Professor Monton challenges both atheistic and theistic opponents of ID. For example, he critiques theistic evolutionist Kenneth Miller (author of Only a Theory) who claims that intelligent design closes down scientific investigation. According to Monton: “While theistic scientists could choose to stop investigating the world, and be satisfied with the answer ‘God did it,’ they need not. What theistic scientists can do is investigate questions like: ‘What structure did God choose to give the world?’” (112). Miller’s claim that ID is anti-science “doesn’t hold up.”

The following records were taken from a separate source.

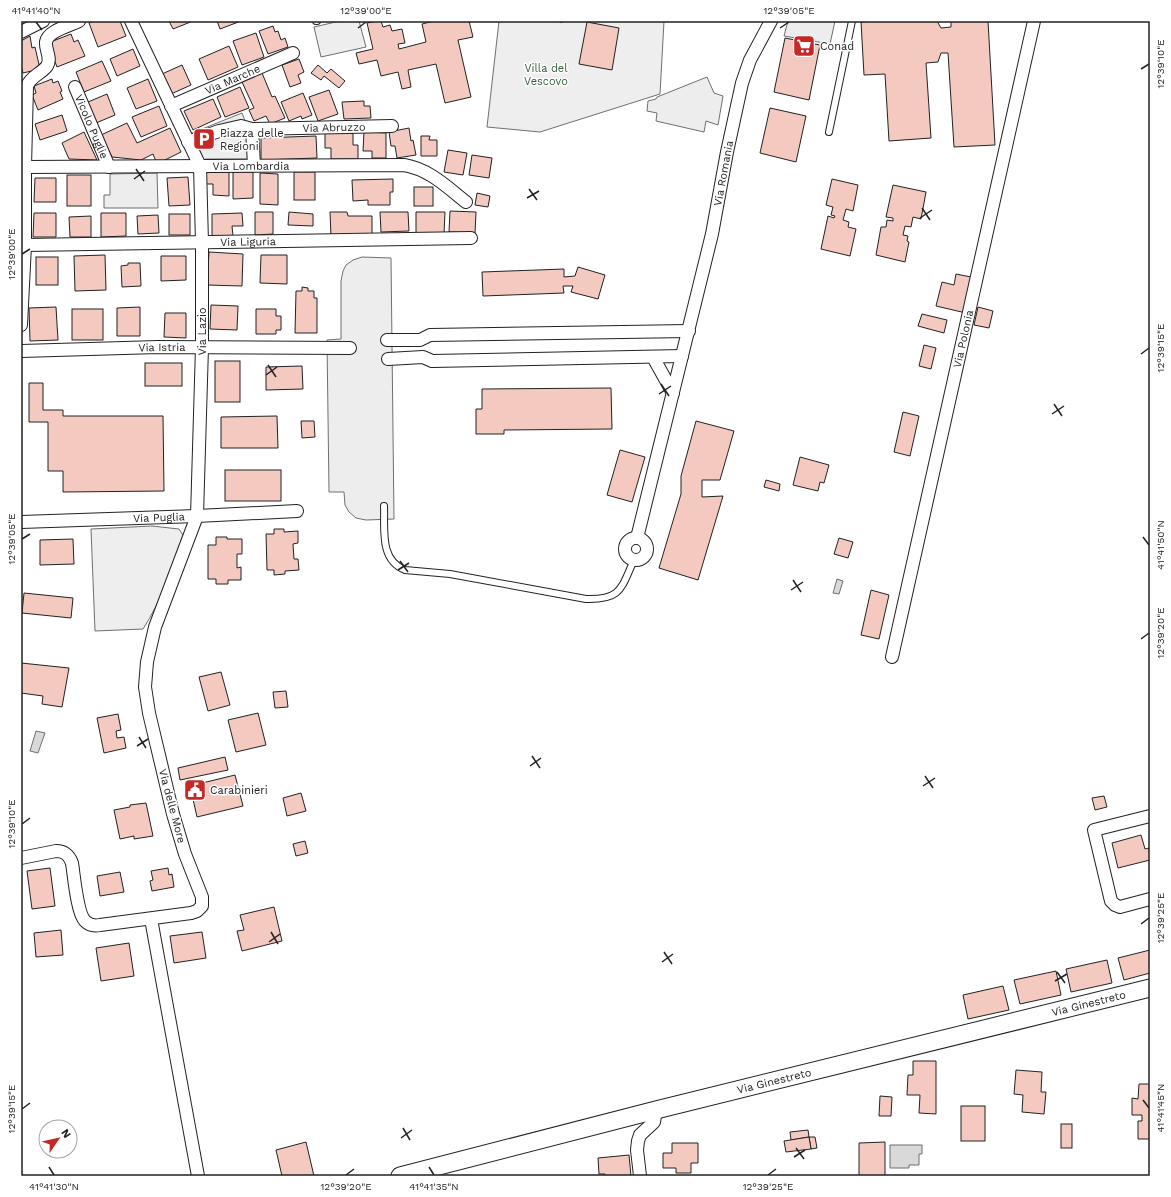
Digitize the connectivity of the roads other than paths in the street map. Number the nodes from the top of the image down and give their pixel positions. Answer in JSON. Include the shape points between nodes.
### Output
{"nodes":[{"id":1,"x":43,"y":21,"type":"edge"},
{"id":2,"x":79,"y":21,"type":"edge"},
{"id":3,"x":131,"y":21,"type":"edge"},
{"id":4,"x":771,"y":21,"type":"edge"},
{"id":5,"x":852,"y":21,"type":"edge"},
{"id":6,"x":1034,"y":21,"type":"edge"},
{"id":7,"x":21,"y":32,"type":"edge"},
{"id":8,"x":293,"y":53,"type":"dead end"},
{"id":9,"x":75,"y":87,"type":"dead end"},
{"id":10,"x":171,"y":106,"type":"junction"},
{"id":11,"x":392,"y":126,"type":"dead end"},
{"id":12,"x":252,"y":129,"type":"junction"},
{"id":13,"x":829,"y":132,"type":"dead end"},
{"id":14,"x":188,"y":142,"type":"junction"},
{"id":15,"x":254,"y":165,"type":"junction"},
{"id":16,"x":200,"y":166,"type":"junction"},
{"id":17,"x":25,"y":167,"type":"junction"},
{"id":18,"x":109,"y":167,"type":"junction"},
{"id":19,"x":466,"y":202,"type":"dead end"},
{"id":20,"x":471,"y":238,"type":"dead end"},
{"id":21,"x":202,"y":243,"type":"junction"},
{"id":22,"x":25,"y":245,"type":"junction"},
{"id":23,"x":21,"y":325,"type":"edge"},
{"id":24,"x":689,"y":331,"type":"junction"},
{"id":25,"x":387,"y":340,"type":"dead end"},
{"id":26,"x":202,"y":347,"type":"junction"},
{"id":27,"x":350,"y":348,"type":"dead end"},
{"id":28,"x":21,"y":351,"type":"edge"},
{"id":29,"x":682,"y":356,"type":"junction"},
{"id":30,"x":653,"y":357,"type":"junction"},
{"id":31,"x":388,"y":359,"type":"dead end"},
{"id":32,"x":673,"y":392,"type":"junction"},
{"id":33,"x":384,"y":506,"type":"dead end"},
{"id":34,"x":297,"y":512,"type":"dead end"},
{"id":35,"x":197,"y":516,"type":"junction"},
{"id":36,"x":21,"y":522,"type":"edge"},
{"id":37,"x":634,"y":560,"type":"joint"},
{"id":38,"x":149,"y":649,"type":"joint"},
{"id":39,"x":892,"y":657,"type":"dead end"},
{"id":40,"x":1150,"y":816,"type":"edge"},
{"id":41,"x":21,"y":858,"type":"edge"},
{"id":42,"x":1150,"y":899,"type":"edge"},
{"id":43,"x":151,"y":919,"type":"junction"},
{"id":44,"x":1150,"y":988,"type":"edge"},
{"id":45,"x":656,"y":1110,"type":"junction"},
{"id":46,"x":198,"y":1176,"type":"edge"},
{"id":47,"x":400,"y":1176,"type":"edge"},
{"id":48,"x":640,"y":1176,"type":"edge"}],
"edges":[{"from":1,"to":7,"type":"street"},
{"from":2,"to":17,"type":"street","via":[[50,35],[46,42],[49,62],[29,81]]},
{"from":3,"to":10,"type":"street","name":"Via Lazio"},
{"from":4,"to":24,"type":"street","name":"Via Romania","via":[[750,60],[742,84],[712,234]]},
{"from":5,"to":13,"type":"lane"},
{"from":6,"to":39,"type":"street","name":"Via Polonia"},
{"from":8,"to":10,"type":"street","name":"Via Marche"},
{"from":9,"to":18,"type":"street","name":"Vicolo Puglie"},
{"from":10,"to":14,"type":"street","name":"Via Lazio"},
{"from":11,"to":12,"type":"street","name":"Via Abruzzo"},
{"from":12,"to":14,"type":"street","via":[[240,126]]},
{"from":12,"to":15,"type":"street"},
{"from":14,"to":16,"type":"street","name":"Via Lazio"},
{"from":15,"to":16,"type":"street","name":"Via Lombardia"},
{"from":15,"to":19,"type":"street","name":"Via Lombardia","via":[[409,165],[432,175]]},
{"from":16,"to":18,"type":"street","name":"Via Lombardia"},
{"from":16,"to":21,"type":"street","name":"Via Lazio"},
{"from":17,"to":18,"type":"street","name":"Via Lombardia"},
{"from":17,"to":22,"type":"street"},
{"from":20,"to":21,"type":"street","name":"Via Liguria"},
{"from":21,"to":22,"type":"street","name":"Via Liguria"},
{"from":21,"to":26,"type":"street","name":"Via Lazio"},
{"from":22,"to":23,"type":"street"},
{"from":24,"to":25,"type":"street","via":[[430,335],[420,340]]},
{"from":24,"to":29,"type":"street","name":"Via Romania"},
{"from":26,"to":27,"type":"street","name":"Via Istria"},
{"from":26,"to":28,"type":"street","name":"Via Istria"},
{"from":26,"to":35,"type":"street","name":"Via Lazio"},
{"from":29,"to":30,"type":"street"},
{"from":29,"to":32,"type":"street","name":"Via Romania"},
{"from":30,"to":31,"type":"street","via":[[432,361],[423,357]]},
{"from":30,"to":32,"type":"street"},
{"from":32,"to":37,"type":"street","name":"Via Romania","via":[[637,538],[644,541],[647,552],[640,559]]},
{"from":33,"to":37,"type":"lane","via":[[388,556],[398,568],[405,570],[450,574],[597,599],[616,594]]},
{"from":34,"to":35,"type":"street","name":"Via Puglia"},
{"from":35,"to":36,"type":"street","name":"Via Puglia"},
{"from":35,"to":38,"type":"street","name":"Via Lazio"},
{"from":38,"to":43,"type":"street","name":"Via delle More","via":[[145,687],[149,713],[177,828],[202,902],[200,909],[194,912]]},
{"from":40,"to":42,"type":"street","via":[[1094,830],[1111,901],[1120,907]]},
{"from":41,"to":43,"type":"street","name":"Via delle More","via":[[56,851],[69,856],[80,911],[83,919],[90,924]]},
{"from":43,"to":46,"type":"street"},
{"from":44,"to":45,"type":"street","name":"Via Ginestreto"},
{"from":45,"to":47,"type":"street","name":"Via Ginestreto"},
{"from":45,"to":48,"type":"street","via":[[654,1122],[640,1135],[638,1141]]}]}
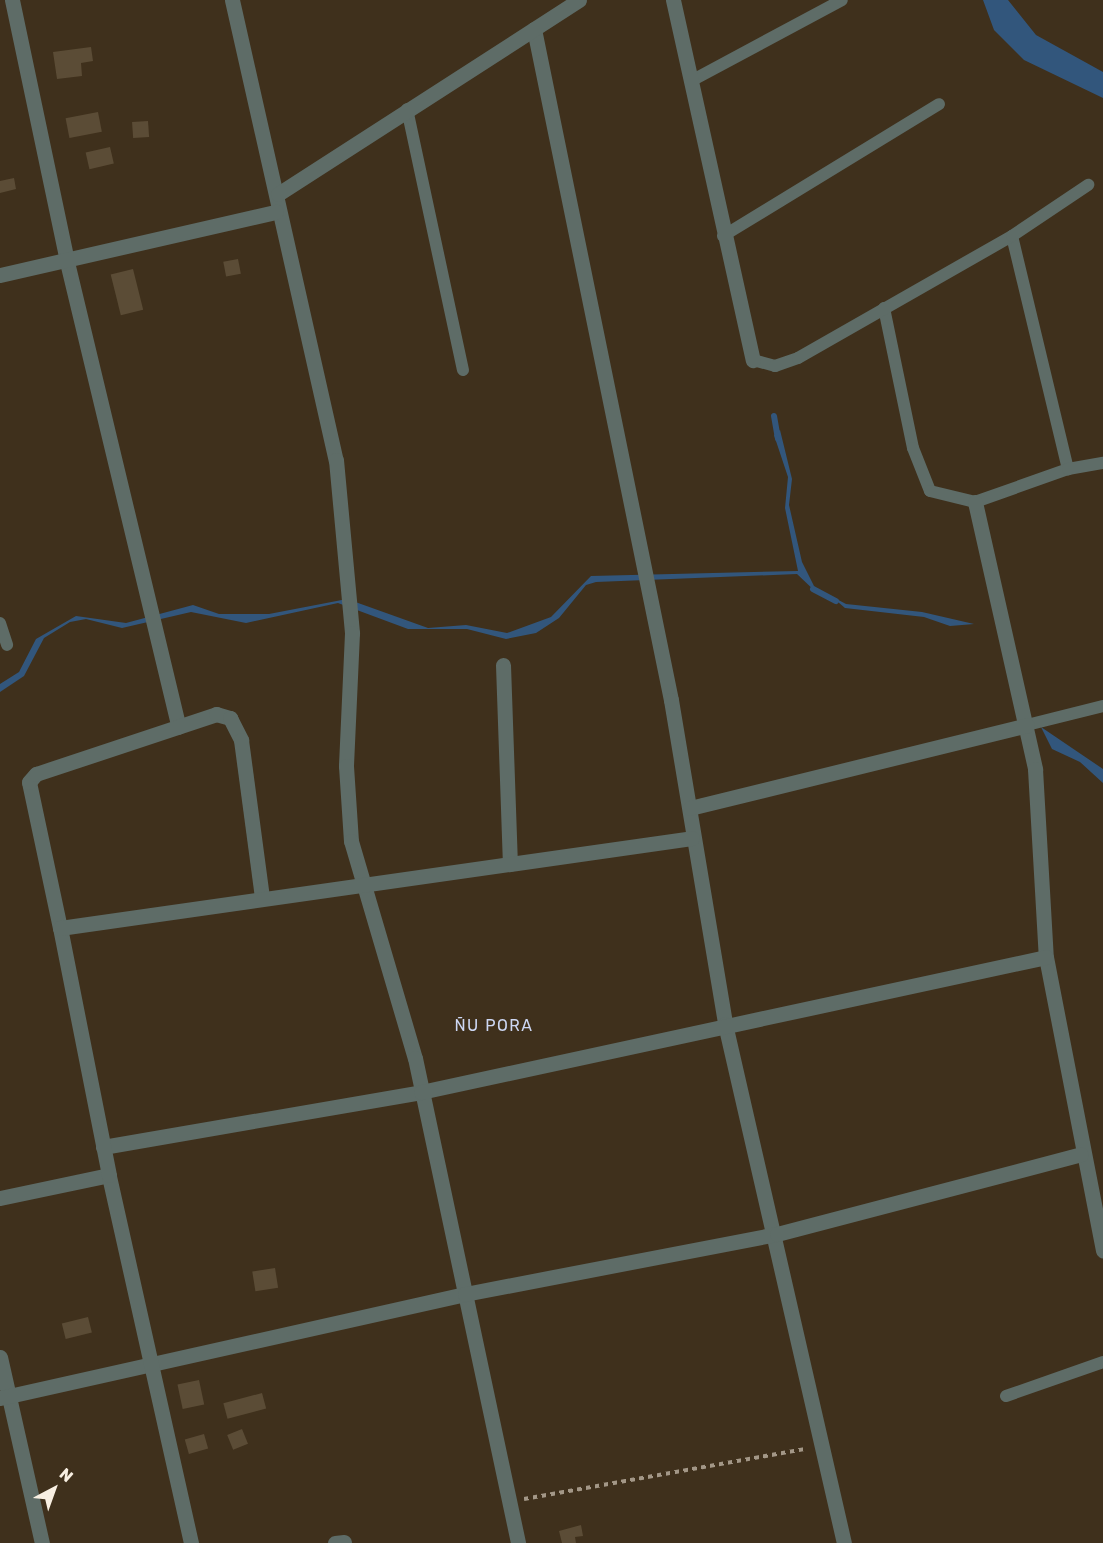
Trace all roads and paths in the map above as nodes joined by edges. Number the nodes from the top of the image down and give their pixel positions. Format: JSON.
{"nodes":[{"id":1,"x":12,"y":0,"type":"edge"},
{"id":2,"x":232,"y":0,"type":"edge"},
{"id":3,"x":579,"y":0,"type":"edge"},
{"id":4,"x":673,"y":0,"type":"edge"},
{"id":5,"x":842,"y":0,"type":"edge"},
{"id":6,"x":534,"y":29,"type":"junction"},
{"id":7,"x":692,"y":81,"type":"junction"},
{"id":8,"x":939,"y":104,"type":"dead end"},
{"id":9,"x":407,"y":110,"type":"junction"},
{"id":10,"x":1088,"y":185,"type":"dead end"},
{"id":11,"x":278,"y":194,"type":"junction"},
{"id":12,"x":276,"y":212,"type":"junction"},
{"id":13,"x":723,"y":236,"type":"junction"},
{"id":14,"x":1012,"y":236,"type":"junction"},
{"id":15,"x":67,"y":262,"type":"junction"},
{"id":16,"x":0,"y":275,"type":"edge"},
{"id":17,"x":884,"y":308,"type":"junction"},
{"id":18,"x":753,"y":360,"type":"joint"},
{"id":19,"x":463,"y":370,"type":"dead end"},
{"id":20,"x":1103,"y":463,"type":"edge"},
{"id":21,"x":1068,"y":469,"type":"junction"},
{"id":22,"x":975,"y":502,"type":"junction"},
{"id":23,"x":0,"y":624,"type":"edge"},
{"id":24,"x":7,"y":645,"type":"dead end"},
{"id":25,"x":503,"y":665,"type":"dead end"},
{"id":26,"x":1103,"y":706,"type":"edge"},
{"id":27,"x":1027,"y":725,"type":"junction"},
{"id":28,"x":179,"y":727,"type":"junction"},
{"id":29,"x":690,"y":808,"type":"junction"},
{"id":30,"x":692,"y":838,"type":"junction"},
{"id":31,"x":510,"y":864,"type":"junction"},
{"id":32,"x":363,"y":884,"type":"junction"},
{"id":33,"x":262,"y":898,"type":"junction"},
{"id":34,"x":60,"y":928,"type":"junction"},
{"id":35,"x":1046,"y":957,"type":"junction"},
{"id":36,"x":725,"y":1024,"type":"junction"},
{"id":37,"x":421,"y":1092,"type":"junction"},
{"id":38,"x":103,"y":1147,"type":"junction"},
{"id":39,"x":1081,"y":1154,"type":"junction"},
{"id":40,"x":108,"y":1175,"type":"junction"},
{"id":41,"x":0,"y":1198,"type":"edge"},
{"id":42,"x":777,"y":1234,"type":"junction"},
{"id":43,"x":1103,"y":1251,"type":"edge"},
{"id":44,"x":465,"y":1294,"type":"junction"},
{"id":45,"x":0,"y":1358,"type":"edge"},
{"id":46,"x":1103,"y":1362,"type":"edge"},
{"id":47,"x":155,"y":1367,"type":"junction"},
{"id":48,"x":1006,"y":1396,"type":"dead end"},
{"id":49,"x":4,"y":1397,"type":"edge"},
{"id":50,"x":822,"y":1447,"type":"junction"},
{"id":51,"x":509,"y":1501,"type":"junction"},
{"id":52,"x":42,"y":1543,"type":"edge"},
{"id":53,"x":191,"y":1543,"type":"edge"},
{"id":54,"x":518,"y":1543,"type":"edge"},
{"id":55,"x":844,"y":1543,"type":"edge"}],
"edges":[{"from":1,"to":15,"type":"street"},
{"from":2,"to":11,"type":"street"},
{"from":3,"to":6,"type":"street"},
{"from":4,"to":7,"type":"street"},
{"from":5,"to":7,"type":"lane"},
{"from":6,"to":9,"type":"street"},
{"from":6,"to":29,"type":"street"},
{"from":7,"to":13,"type":"street"},
{"from":8,"to":13,"type":"lane"},
{"from":9,"to":11,"type":"street"},
{"from":9,"to":19,"type":"lane"},
{"from":10,"to":14,"type":"lane"},
{"from":11,"to":12,"type":"street"},
{"from":12,"to":15,"type":"street"},
{"from":12,"to":32,"type":"street"},
{"from":13,"to":18,"type":"street"},
{"from":14,"to":17,"type":"lane"},
{"from":14,"to":21,"type":"lane"},
{"from":15,"to":16,"type":"street"},
{"from":15,"to":28,"type":"street"},
{"from":17,"to":18,"type":"lane"},
{"from":17,"to":22,"type":"lane"},
{"from":20,"to":21,"type":"lane"},
{"from":21,"to":22,"type":"lane"},
{"from":22,"to":27,"type":"street"},
{"from":23,"to":24,"type":"lane"},
{"from":25,"to":31,"type":"street"},
{"from":26,"to":27,"type":"lane"},
{"from":27,"to":29,"type":"street"},
{"from":27,"to":35,"type":"street"},
{"from":28,"to":33,"type":"street"},
{"from":28,"to":34,"type":"street"},
{"from":29,"to":30,"type":"street"},
{"from":30,"to":31,"type":"street"},
{"from":30,"to":36,"type":"street"},
{"from":31,"to":32,"type":"street"},
{"from":32,"to":33,"type":"street"},
{"from":32,"to":37,"type":"street"},
{"from":33,"to":34,"type":"street"},
{"from":34,"to":38,"type":"street"},
{"from":35,"to":36,"type":"street"},
{"from":35,"to":39,"type":"street"},
{"from":36,"to":37,"type":"street"},
{"from":36,"to":42,"type":"street"},
{"from":37,"to":38,"type":"street"},
{"from":37,"to":44,"type":"street"},
{"from":38,"to":40,"type":"street"},
{"from":39,"to":42,"type":"street"},
{"from":39,"to":43,"type":"street"},
{"from":40,"to":41,"type":"street"},
{"from":40,"to":47,"type":"street"},
{"from":42,"to":44,"type":"street"},
{"from":42,"to":50,"type":"street"},
{"from":44,"to":47,"type":"street"},
{"from":44,"to":51,"type":"street"},
{"from":45,"to":49,"type":"street"},
{"from":46,"to":48,"type":"lane"},
{"from":47,"to":49,"type":"street"},
{"from":47,"to":53,"type":"street"},
{"from":49,"to":52,"type":"street"},
{"from":50,"to":51,"type":"path"},
{"from":50,"to":55,"type":"street"},
{"from":51,"to":54,"type":"street"}]}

Surprisingly, Monton agrees that intelligent design offers the best explanation for certain features of the universe. He admits that there are currently no naturalistic explanations for why the universe exists, for the nature of consciousness, and a detailed scenario for the origin of life. Yet rather than believing in design he says: “The truth of the matter is that there’s no explanation at all” (37). To avoid the conclusion that God exists, Monton is forced to accept that certain features of reality simply don’t have an explanation. Rather than offering an alternative explanation, Monton challenges the notion of explanation itself.

Much more could be said about Seeking God in Science. It is certainly refreshing to read someone who desires to transcend the culture wars and to communicate his ideas in a respectful and generous tone. Supporters of ID can learn much from his style and substance, even if they ultimately disagree with his conclusions (as I do!). This is a watershed book in the history of ID, and is hopefully a sign of more to come.